**Goal of the exercise:**
Considering the entries that follow, report how many lines include the string "pixels", giving the number alone.

**Provided records:**
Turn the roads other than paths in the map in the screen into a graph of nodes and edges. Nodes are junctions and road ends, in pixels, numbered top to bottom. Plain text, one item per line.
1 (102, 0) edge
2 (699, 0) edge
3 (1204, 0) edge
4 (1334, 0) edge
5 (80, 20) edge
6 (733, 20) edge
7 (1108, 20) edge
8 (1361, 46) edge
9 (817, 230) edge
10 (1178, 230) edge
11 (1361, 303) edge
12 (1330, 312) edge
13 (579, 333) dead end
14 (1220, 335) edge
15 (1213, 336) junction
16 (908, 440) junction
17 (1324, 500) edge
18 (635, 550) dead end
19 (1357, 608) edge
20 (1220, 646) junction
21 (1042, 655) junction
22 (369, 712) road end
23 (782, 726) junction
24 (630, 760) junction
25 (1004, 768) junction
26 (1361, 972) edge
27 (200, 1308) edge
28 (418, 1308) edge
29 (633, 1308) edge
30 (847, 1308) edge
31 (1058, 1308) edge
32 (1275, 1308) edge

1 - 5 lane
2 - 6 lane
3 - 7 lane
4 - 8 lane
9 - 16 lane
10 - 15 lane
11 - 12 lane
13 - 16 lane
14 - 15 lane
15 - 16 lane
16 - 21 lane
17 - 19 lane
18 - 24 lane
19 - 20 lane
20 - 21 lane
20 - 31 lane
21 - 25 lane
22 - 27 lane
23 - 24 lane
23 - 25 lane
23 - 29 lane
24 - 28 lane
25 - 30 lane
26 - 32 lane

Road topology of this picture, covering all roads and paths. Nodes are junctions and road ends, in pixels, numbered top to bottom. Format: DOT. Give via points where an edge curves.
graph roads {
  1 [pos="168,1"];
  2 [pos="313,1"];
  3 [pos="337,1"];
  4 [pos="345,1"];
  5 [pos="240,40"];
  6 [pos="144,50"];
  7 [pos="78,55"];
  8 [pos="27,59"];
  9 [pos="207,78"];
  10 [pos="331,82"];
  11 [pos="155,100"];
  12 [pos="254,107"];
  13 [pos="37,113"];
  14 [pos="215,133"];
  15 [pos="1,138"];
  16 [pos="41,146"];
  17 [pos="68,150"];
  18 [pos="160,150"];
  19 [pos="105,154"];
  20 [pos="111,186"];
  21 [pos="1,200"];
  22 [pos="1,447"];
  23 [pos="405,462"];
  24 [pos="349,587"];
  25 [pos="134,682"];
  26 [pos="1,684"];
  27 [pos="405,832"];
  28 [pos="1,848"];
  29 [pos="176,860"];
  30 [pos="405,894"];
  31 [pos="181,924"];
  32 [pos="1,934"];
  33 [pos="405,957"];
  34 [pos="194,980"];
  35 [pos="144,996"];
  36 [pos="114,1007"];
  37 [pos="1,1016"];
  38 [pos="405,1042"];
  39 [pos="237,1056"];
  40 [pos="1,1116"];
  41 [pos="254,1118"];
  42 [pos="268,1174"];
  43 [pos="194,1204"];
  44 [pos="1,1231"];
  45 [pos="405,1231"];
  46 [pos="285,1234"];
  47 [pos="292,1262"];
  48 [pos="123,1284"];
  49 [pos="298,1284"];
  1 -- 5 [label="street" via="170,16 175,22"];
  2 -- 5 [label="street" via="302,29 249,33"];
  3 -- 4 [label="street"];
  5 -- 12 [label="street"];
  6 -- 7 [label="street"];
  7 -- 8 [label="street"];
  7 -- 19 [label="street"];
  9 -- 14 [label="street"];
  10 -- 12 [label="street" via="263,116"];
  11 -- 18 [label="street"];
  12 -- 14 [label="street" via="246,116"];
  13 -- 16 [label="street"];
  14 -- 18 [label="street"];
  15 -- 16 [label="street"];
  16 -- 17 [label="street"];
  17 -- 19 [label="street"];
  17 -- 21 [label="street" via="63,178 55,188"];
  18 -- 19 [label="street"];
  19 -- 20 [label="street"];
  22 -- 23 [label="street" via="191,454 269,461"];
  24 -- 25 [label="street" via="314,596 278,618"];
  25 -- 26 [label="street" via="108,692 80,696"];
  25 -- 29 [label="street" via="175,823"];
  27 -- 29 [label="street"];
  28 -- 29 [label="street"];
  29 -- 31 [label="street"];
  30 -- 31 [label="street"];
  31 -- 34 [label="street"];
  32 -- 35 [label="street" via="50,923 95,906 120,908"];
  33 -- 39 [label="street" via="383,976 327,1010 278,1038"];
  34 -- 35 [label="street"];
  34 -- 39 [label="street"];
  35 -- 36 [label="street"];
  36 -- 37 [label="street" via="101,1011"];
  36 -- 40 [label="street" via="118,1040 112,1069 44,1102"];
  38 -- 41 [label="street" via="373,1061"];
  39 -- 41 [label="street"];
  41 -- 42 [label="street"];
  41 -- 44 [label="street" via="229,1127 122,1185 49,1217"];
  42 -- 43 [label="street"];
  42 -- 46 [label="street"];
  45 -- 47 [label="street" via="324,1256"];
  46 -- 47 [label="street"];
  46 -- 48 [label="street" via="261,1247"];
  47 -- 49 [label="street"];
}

**Exercise solution:**
2